Haha, while surfing the web for some indication of marketting bs that some manufacturers posted in their ads. I'd just came across this article:
http://people.msoe.edu/~yoderw/oilfilterstudy/oilfilters.html
This guy proofed that Fram did sucked! This is what he said, 

_"Another bad filter idea brought to you by your friends at Fram. The filter itself is a slightly improved design over the Fram Extra Guard, but still uses the same filter element. It has a silicone anti-drainback valve, a quality pressure releif valve, and enough inlet holes for good flow. The big problem is that they are trying to cash in on the Slick 50 craze. They impregnate the filter element with bits of Teflon like that found in Slick 50. As with Slick 50, Teflon is a solid and does not belong in an engine. It cannot get into the parts of the engine that oil can and therefore does nothing. Also, as the filter gets dirty, it ends up filtering the Teflon right out. Dupont (the manufacturer of Teflon) does not recommend Teflon for use in internal combustion engines. Please do not waste your money on this filter. "_

This is a very good article for those drivers out there who were very serious about high quality products!!!! So I thought, I like to share with you guys what I just read.


----------



## Token Moron (Mar 28, 2003)

bvtran said:


> *
> This guy proofed that Fram did sucked!
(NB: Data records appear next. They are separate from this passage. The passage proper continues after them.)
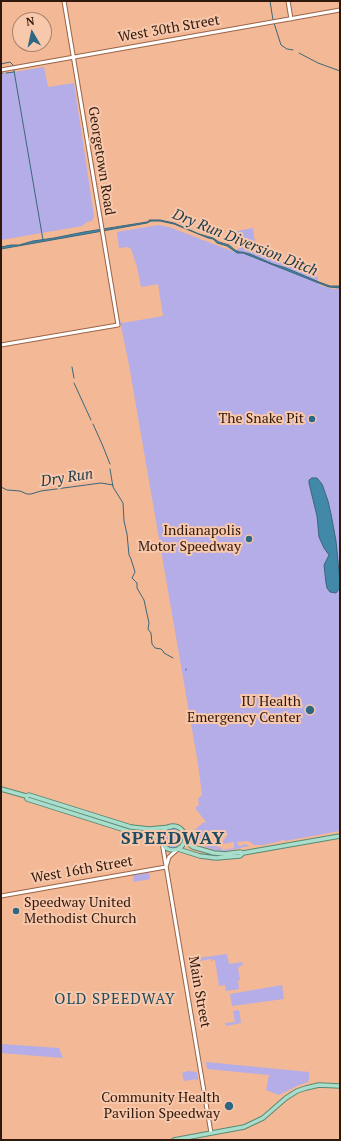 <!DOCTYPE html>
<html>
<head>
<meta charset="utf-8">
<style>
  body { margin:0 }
  #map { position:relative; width:341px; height:1141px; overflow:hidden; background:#f3b896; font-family:"PT Serif",serif }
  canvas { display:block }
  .frame { position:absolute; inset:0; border:2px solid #2f190c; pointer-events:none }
  .north { position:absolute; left:12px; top:12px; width:40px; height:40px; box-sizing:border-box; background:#f8c8ad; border:1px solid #a8826d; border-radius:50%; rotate:351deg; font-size:11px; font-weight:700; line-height:16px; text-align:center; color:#2f190c }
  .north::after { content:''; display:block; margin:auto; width:14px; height:18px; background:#2e6781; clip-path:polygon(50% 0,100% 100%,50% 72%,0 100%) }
</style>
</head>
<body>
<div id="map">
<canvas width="341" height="1141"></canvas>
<div class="frame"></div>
<div class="north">N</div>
</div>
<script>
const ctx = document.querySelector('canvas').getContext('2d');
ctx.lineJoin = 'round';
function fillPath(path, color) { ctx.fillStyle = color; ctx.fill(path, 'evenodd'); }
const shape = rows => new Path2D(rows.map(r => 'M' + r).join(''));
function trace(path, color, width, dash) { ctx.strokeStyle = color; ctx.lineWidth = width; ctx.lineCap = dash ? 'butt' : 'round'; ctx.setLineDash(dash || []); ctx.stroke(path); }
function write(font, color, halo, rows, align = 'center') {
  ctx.font = font + ' "PT Serif",serif'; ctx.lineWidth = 4; ctx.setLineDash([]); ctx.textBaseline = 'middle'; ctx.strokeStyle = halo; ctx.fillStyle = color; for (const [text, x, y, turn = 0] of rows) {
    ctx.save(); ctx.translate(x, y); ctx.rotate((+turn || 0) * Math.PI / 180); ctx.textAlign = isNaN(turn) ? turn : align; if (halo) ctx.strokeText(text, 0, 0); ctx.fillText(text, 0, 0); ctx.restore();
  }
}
const green = shape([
  [44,67,48,87,74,83,94,216,92,221,87,222,82,226,1,240,1,74],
  [159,225,169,227,237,253,240,245,237,231,253,228,256,252,317,275,319,285,333,289,340,289,340,831,285,841,284,840,281,840,281,841,263,845,253,845,252,843,248,841,237,842,238,845,240,846,246,844,248,845,249,846,221,852,215,851,218,847,222,848,222,850,234,848,234,842,221,844,228,834,225,833,221,841,219,841,217,830,204,832,205,844,215,842,218,846,215,850,205,847,192,832,204,822,207,823,195,808,199,805,198,799,202,795,198,764,129,365,120,321,123,323,163,316,158,284,141,287,137,267,131,249,128,247,119,248,117,232],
  '161 838a12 12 0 1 1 24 0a12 12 0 1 1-24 0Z',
  [149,873,150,879,134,882,133,875],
  [227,954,229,964,242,962,243,964,238,968,240,980,238,981,239,989,226,991,225,985,219,986,215,960,211,961,211,959,194,962,195,969,191,970,192,978,191,978,189,962,191,961,191,959],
  [282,985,284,999,232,1006,230,994],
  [239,1010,241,1023,226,1026,225,1023,235,1022,233,1011],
  [1,1044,59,1048,63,1058,1,1053],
  [206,1062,309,1072,309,1079,308,1082,299,1085,279,1095,266,1090,269,1075,207,1069],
  [188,1071,197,1072,198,1080,196,1080,196,1079,184,1081,182,1073]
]);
const water = shape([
  [150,220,160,220,174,223,199,234,213,238,219,242,229,245,235,250,240,252,242,252,250,254,273,264,286,268,319,282,330,286,340,286,340,288,329,287,321,284,243,253,237,253,227,246,217,243,213,239,208,238,174,224,160,221,151,221,147,223,97,232,1,249,1,247,11,245,19,245,33,241,54,238,84,232,147,222,150,220],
  [312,478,317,478,322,484,328,501,331,514,336,541,340,582,340,588,336,593,330,592,327,588,326,583,324,565,329,555,324,548,319,537,317,516,309,483,309,480,312,478]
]);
const stream = shape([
  [270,1,273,20],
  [274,23,281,45,287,49,293,50],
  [299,53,318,63,340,71],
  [1,64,10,62,13,65,43,240],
  [6,73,14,72],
  [1,74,3,73],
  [72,367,74,378],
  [74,383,91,420],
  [93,424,102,444,110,464],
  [110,469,113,487,123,503,124,521,127,534,129,555,131,559,135,572,132,578,137,583,137,588,144,600,149,623,148,629,151,633,152,644,155,648,161,649,163,651,164,653,173,658],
  [1,487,7,490,20,491,27,494,31,494,41,491,101,483,113,485],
  [186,669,186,670]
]);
const secondary = shape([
  [288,1,291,19],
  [1,70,340,10],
  [1,345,118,325,64,1],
  [162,842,211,1133],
  [166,867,169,857,178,849],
  [1,896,166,867]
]);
const primary = shape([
  [1,789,26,796,29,795,131,827,149,829,171,827],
  [26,796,27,799,128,831,153,835,161,841],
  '161 838a12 12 0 1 1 24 0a12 12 0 1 1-24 0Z',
  [184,833,189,844,193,847,214,853,225,854,240,852,243,853,340,836],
  [178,849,200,856,216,858,240,856,243,853],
  [174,1140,244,1127,263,1118,286,1098,297,1091,306,1088,319,1085,340,1086]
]);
const markers = [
  [312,419,4,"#2e6781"],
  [249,539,4,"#2e6781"],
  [310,710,5,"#2e6781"],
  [16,911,4,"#2e6781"],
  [229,1106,5,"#2e6781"]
];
const streetNames = [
  ["West 30th Street",169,29,-10],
  ["Georgetown Road",101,161,81],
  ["West 16th Street",82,870,-10],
  ["Main Street",199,992,80]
];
const poiNames = [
  ["The Snake Pit",304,419],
  ["Indianapolis",241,531],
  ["Motor Speedway",241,547],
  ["IU Health",301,702],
  ["Emergency Center",301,718],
  ["Speedway United",24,903,"left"],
  ["Methodist Church",24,919,"left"],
  ["Community Health",220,1098],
  ["Pavilion Speedway",220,1114]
];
const waterNames = [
  ["Dry Run Diversion Ditch",245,243,22],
  ["Dry Run",67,478,-9]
];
const neighbourhoodNames = [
  ["OLD SPEEDWAY",115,1000]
];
const districtNames = [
  ["SPEEDWAY",173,839]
];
fillPath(green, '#b4ade7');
fillPath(water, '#4188a9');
trace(water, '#3c677a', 1);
trace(stream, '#3c677a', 1);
trace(secondary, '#9b6547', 5);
trace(primary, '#598a73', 5.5);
trace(secondary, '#fff', 3);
trace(primary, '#a9ddcc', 3.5);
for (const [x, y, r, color] of markers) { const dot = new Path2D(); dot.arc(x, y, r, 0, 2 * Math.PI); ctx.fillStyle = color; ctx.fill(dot); trace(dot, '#f8c8ad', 1.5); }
write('14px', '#2f190c', '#f8c8ad', streetNames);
write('14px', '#2f190c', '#f8c8ad', poiNames, 'right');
write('italic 15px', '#183847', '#f8c8ad', waterNames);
ctx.letterSpacing = '1px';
write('15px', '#1e4b60', '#f8c8ad', neighbourhoodNames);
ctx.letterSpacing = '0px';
ctx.letterSpacing = '1px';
write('bold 18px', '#1e4b60', '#f8c8ad', districtNames);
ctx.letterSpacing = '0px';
</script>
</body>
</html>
This is what he said,
> *


ouch



haha, the best oil filters for nissans are the nissan oem filters, period


----------



## sentrapower93 (May 11, 2002)

I only use nissan filters on my ride. Good article though, i've always felt that Fram filters were crap...


----------



## Katana200sx (May 13, 2002)

ive been tryin to spread that bit of knowledge around since one of my friends lost oil pressure just bc of a filter.


----------



## Guest (Jul 5, 2003)

I remember when Slick 50 hit the shelves. Ruined a lot of cars.


----------



## Spelchy (Jun 24, 1987)

I know this probably sounds stupid, but what does 'oem' stand for? It's probably something I know of, but can't think of. Please bring me out of the dark.


----------



## krylonkoopaa (Sep 13, 2002)

original engine manufacturer


----------



## sultan (Mar 11, 2003)

krylonkoopa said:


> *original engine manufacturer *


try original equipment manufacturer


----------